The goal of my graduate research was to look at how California’s climate, especially its rainfall, had varied over the hundreds and thousands of years before records were kept. I focused on the past 11,000 years, the Holocene period, which extends from the end of the last ice age—when the enormous North American glaciers melted—to the present. I focused my research on the San Francisco Bay, an estuary in the heart of one of the largest population centers of the West Coast. The bay is an excellent place to search for clues about California’s past climates, because at its bottom are layers of sediment containing subtle chemical signals that reflect the strengthening and weakening of the flow of California’s two major rivers, the Sacramento and the San Joaquin.

San Francisco Bay and its inland delta receive river water that begins as rain and snow in locations that span almost half the state. During years with high rainfall, the rivers bring abundant water to the bay, causing the salt content of the water to decrease. During the dry years, the rivers bring less freshwater to the estuary, and the bay becomes saltier—more like the Pacific Ocean waters that meet those of the bay at the Golden Gate.
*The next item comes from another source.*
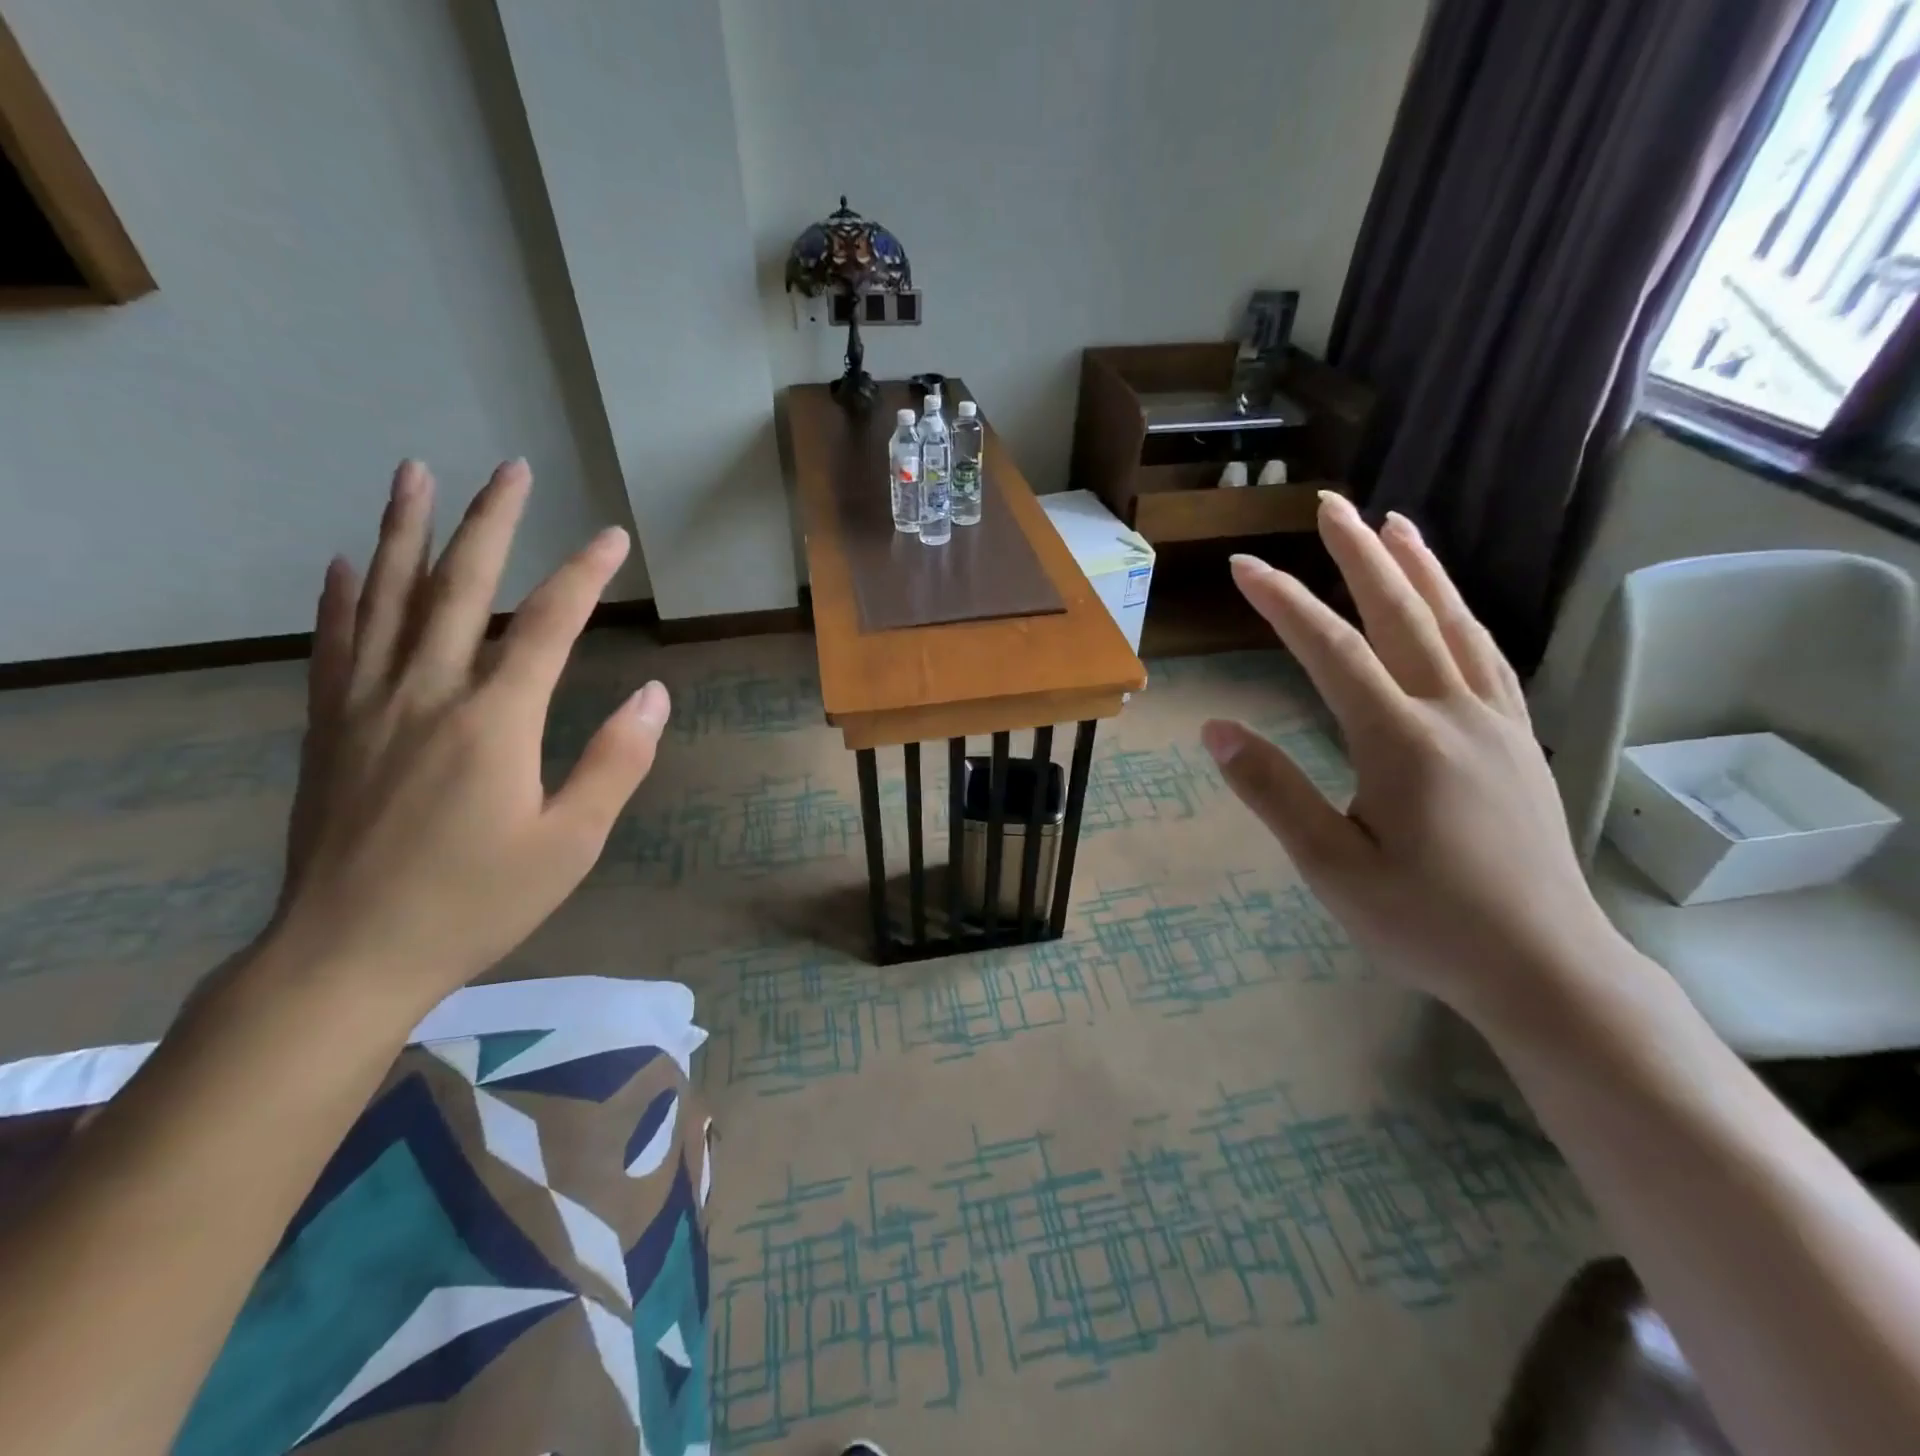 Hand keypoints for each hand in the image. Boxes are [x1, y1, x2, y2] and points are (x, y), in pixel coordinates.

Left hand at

In my research, I came to focus on the chemistry of fossil shells from sediment cores taken from beneath San Francisco Bay. The chemical signals embedded in those cores allowed me to estimate how the amount of river water entering the bay had changed over many centuries. I found that the river flow fed by rainfall in California has undergone major swings over the past 5,000 years. The alternating wet and dry periods lasted decades or even centuries—much longer than the six-year drought of 1987–92. To check these findings, I worked with my colleagues Roger Byrne, Frances Malamud-Roam, and Scott Starratt on studies of marshlands surrounding San Francisco Bay to examine how these long climate swings affected the marsh ecosystems. Our studies showed that marsh vegetation comprised more species adapted to saltier water during the dry periods and more species adapted to fresher water during wet periods. And, like the sediment fossil records, these swings in the marsh ecosystems lasted decades or longer.

My family had spent a year in southeast Australia, where I later returned for two sabbaticals. The landscapes and the climate there in many ways mirror those in the western United States, with water just as sporadic and extreme. Yet only when I was well into my research career did I realize that these places I loved—California, the American Southwest, and Australia—were vulnerable and growing more so every decade. Long periods of drought punctuated by catastrophic floods over the past millennia are a part of the climate history of Australia, just like that of the American West. These regions are also likely to share a similar future, according to climate models. As the global climate warms, the American West and Australia will become drier, with longer and deeper droughts interspersed with catastrophic floods.

As so eloquently expressed by Australian poet Dorothea Mackellar in “My Country,” written in 1911 at the end of a long Australian drought, we too love our “sunburnt” land here in the western United States, despite its extreme and variable climate. Knowing more about how climate has changed in the American West, we can now anticipate what may be in store for the region, and we can begin preparing for that future today.